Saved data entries
■ ■ ■ ■ ■

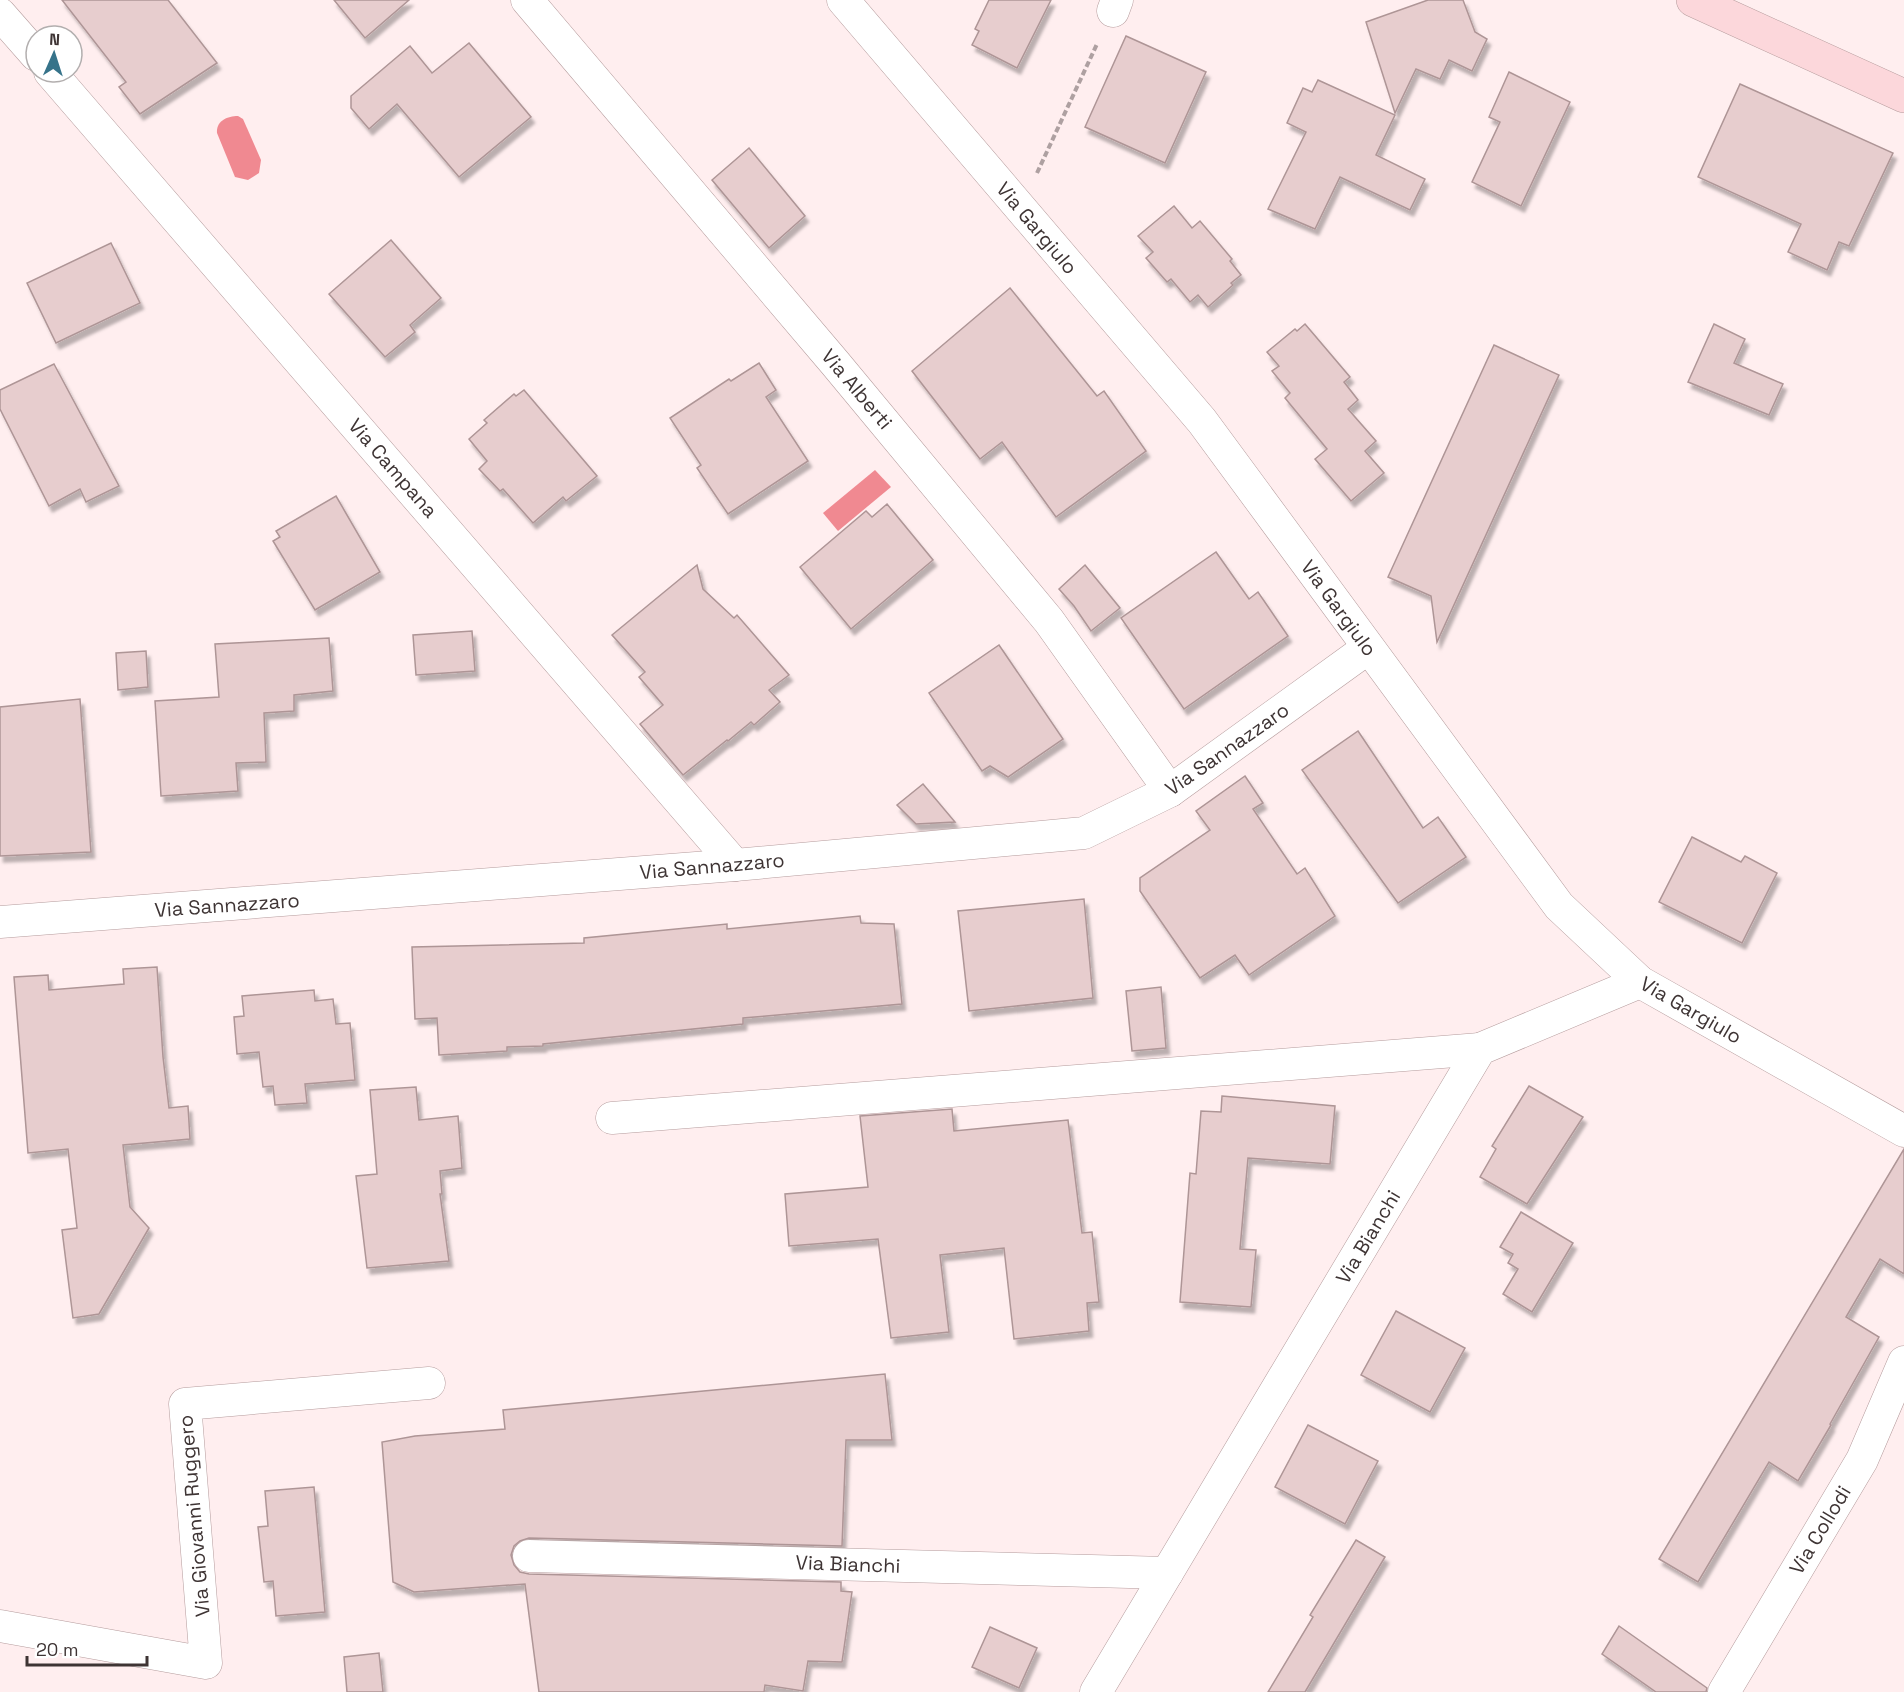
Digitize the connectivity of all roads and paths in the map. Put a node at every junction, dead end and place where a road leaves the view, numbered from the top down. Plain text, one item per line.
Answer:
1 (527, 0) edge
2 (843, 0) edge
3 (1693, 0) edge
4 (1115, 5) edge
5 (0, 14) edge
6 (24, 41) edge
7 (60, 84) edge
8 (1904, 96) edge
9 (1021, 209) junction
10 (1368, 648) junction
11 (1170, 791) junction
12 (735, 865) junction
13 (0, 922) edge
14 (1640, 982) junction
15 (1480, 1049) junction
16 (612, 1119) dead end
17 (1904, 1131) edge
18 (1904, 1362) edge
19 (429, 1383) dead end
20 (529, 1556) dead end
21 (1167, 1573) junction
22 (0, 1626) edge
23 (1096, 1692) edge
24 (1724, 1692) edge

1 - 11 street, Via Alberti
2 - 9 street, Via Gargiulo
3 - 8 street
4 - 9 path
5 - 6 street
7 - 12 street, Via Campana
9 - 10 street, Via Gargiulo
10 - 11 street, Via Sannazzaro
10 - 14 street, Via Gargiulo
11 - 12 street, Via Sannazzaro
12 - 13 street, Via Sannazzaro
14 - 15 street
14 - 17 street, Via Gargiulo
15 - 16 street
15 - 21 street, Via Bianchi
18 - 24 street, Via Collodi
19 - 22 street, Via Giovanni Ruggero
20 - 21 street, Via Bianchi
21 - 23 street, Via Bianchi

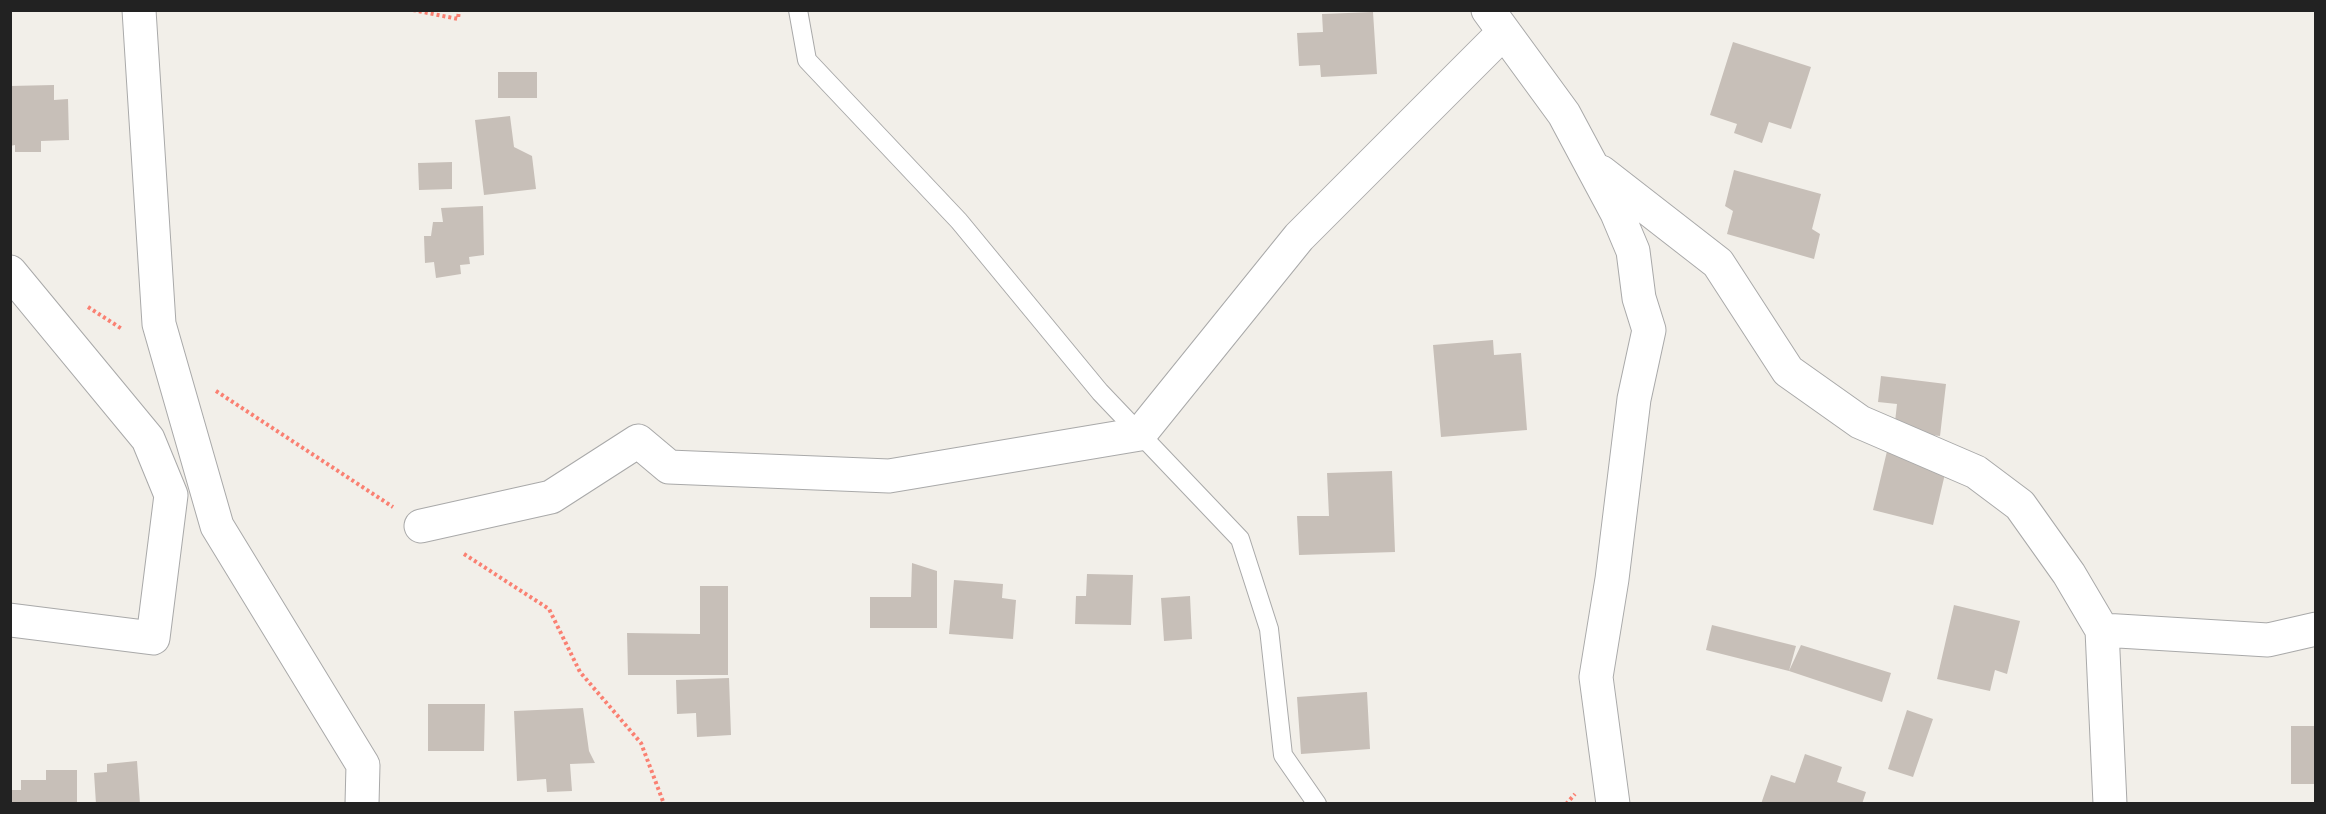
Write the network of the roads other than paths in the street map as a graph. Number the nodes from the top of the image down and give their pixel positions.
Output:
1 (139, 10) edge
2 (798, 10) edge
3 (1496, 21) edge
4 (1592, 166) junction
5 (10, 272) edge
6 (1140, 434) junction
7 (421, 526) road end
8 (10, 620) edge
9 (2316, 629) edge
10 (2102, 630) junction
11 (362, 804) edge
12 (1317, 804) edge
13 (1613, 804) edge
14 (2110, 804) edge

1 - 11 street
2 - 6 lane
3 - 4 street
3 - 6 street
4 - 10 street
4 - 13 street
5 - 8 street
6 - 7 street
6 - 12 lane
9 - 10 street
10 - 14 street

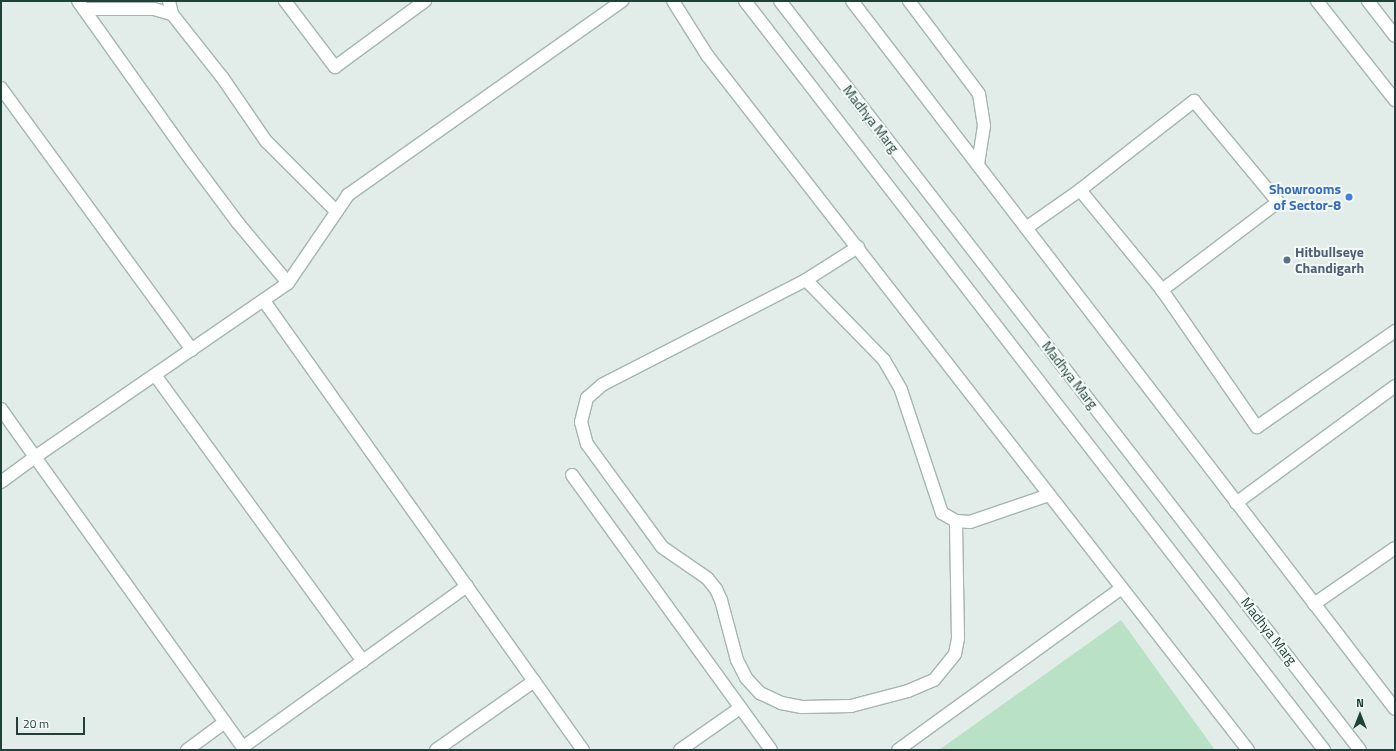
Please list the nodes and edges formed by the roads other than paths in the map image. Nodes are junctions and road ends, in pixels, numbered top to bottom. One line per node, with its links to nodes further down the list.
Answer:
1 (168, 1): 13 (street)
2 (285, 1): 3 (street)
3 (425, 1)
4 (622, 1): 19 (street)
5 (673, 1): 21 (street)
6 (745, 1): 54 (street, Madhya Marg)
7 (780, 1): 55 (street, Madhya Marg)
8 (852, 1): 17 (street)
9 (909, 1): 17 (street)
10 (1317, 1): 16 (street)
11 (1368, 1): 14 (street)
12 (81, 5): 13 (street); 23 (street)
13 (172, 14): 19 (street)
14 (1395, 36)
15 (1, 88): 27 (street)
16 (1395, 100)
17 (978, 165): 20 (street)
18 (1080, 190): 20 (street); 24 (street); 24 (street)
19 (337, 212): 23 (street)
20 (1026, 228): 35 (street)
21 (858, 247): 22 (street); 34 (street)
22 (806, 280): 36 (street); 36 (street)
23 (288, 283): 25 (street)
24 (1162, 290): 26 (street)
25 (264, 301): 27 (street); 38 (street)
26 (1395, 331)
27 (192, 350): 28 (street)
28 (155, 375): 31 (street); 41 (street)
29 (1395, 386): 35 (street)
30 (1, 409): 31 (street)
31 (35, 457): 33 (street); 45 (street)
32 (572, 474): 43 (street)
33 (1, 482)
34 (1049, 495): 36 (street); 39 (street)
35 (1236, 502): 40 (street)
36 (956, 521)
37 (1395, 548): 40 (street)
38 (467, 586): 41 (street); 42 (street)
39 (1122, 588): 52 (street); 53 (street)
40 (1314, 604): 44 (street)
41 (363, 661): 46 (street)
42 (534, 681): 48 (street); 49 (street)
43 (740, 708): 50 (street); 51 (street)
44 (1395, 710)
45 (225, 722): 46 (street); 47 (street)
46 (244, 748)
47 (187, 750)
48 (436, 750)
49 (583, 750)
50 (680, 750)
51 (771, 750)
52 (898, 750)
53 (1248, 750)
54 (1324, 750)
55 (1360, 750)

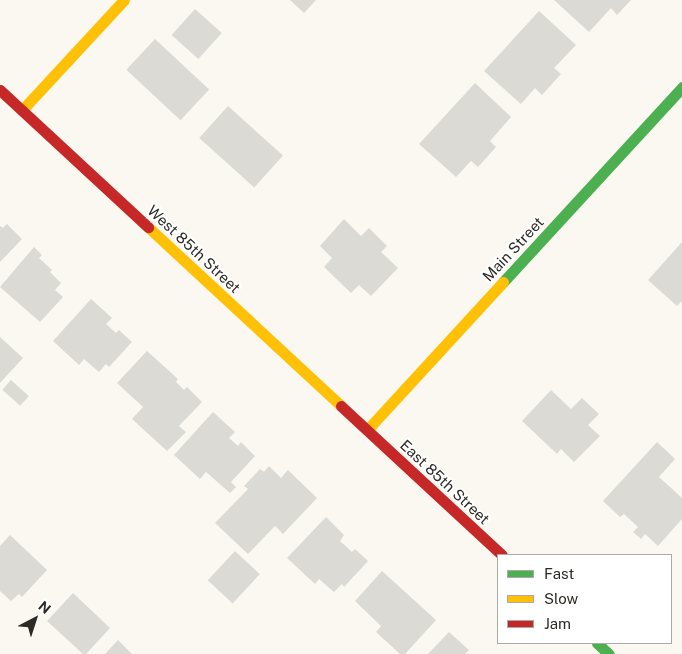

■ ■ ■ ■ ■

_Goal of the exercise_. Here the job is to copy the stretch of records from the line containing "Write the network" through the line containing "Please list the", word for word. Leave every picture out.

_Written answer_.
Write the network of the roads other than paths in the street map as a graph. Number the nodes from the top of the image down and give their pixel positions.
Output:
1 (139, 10) edge
2 (798, 10) edge
3 (1496, 21) edge
4 (1592, 166) junction
5 (10, 272) edge
6 (1140, 434) junction
7 (421, 526) road end
8 (10, 620) edge
9 (2316, 629) edge
10 (2102, 630) junction
11 (362, 804) edge
12 (1317, 804) edge
13 (1613, 804) edge
14 (2110, 804) edge

1 - 11 street
2 - 6 lane
3 - 4 street
3 - 6 street
4 - 10 street
4 - 13 street
5 - 8 street
6 - 7 street
6 - 12 lane
9 - 10 street
10 - 14 street

Please list the nodes and edges formed by the roads other than paths in the map image. Nodes are junctions and road ends, in pixels, numbered top to bottom. One line per node, with its links to nodes further down the list.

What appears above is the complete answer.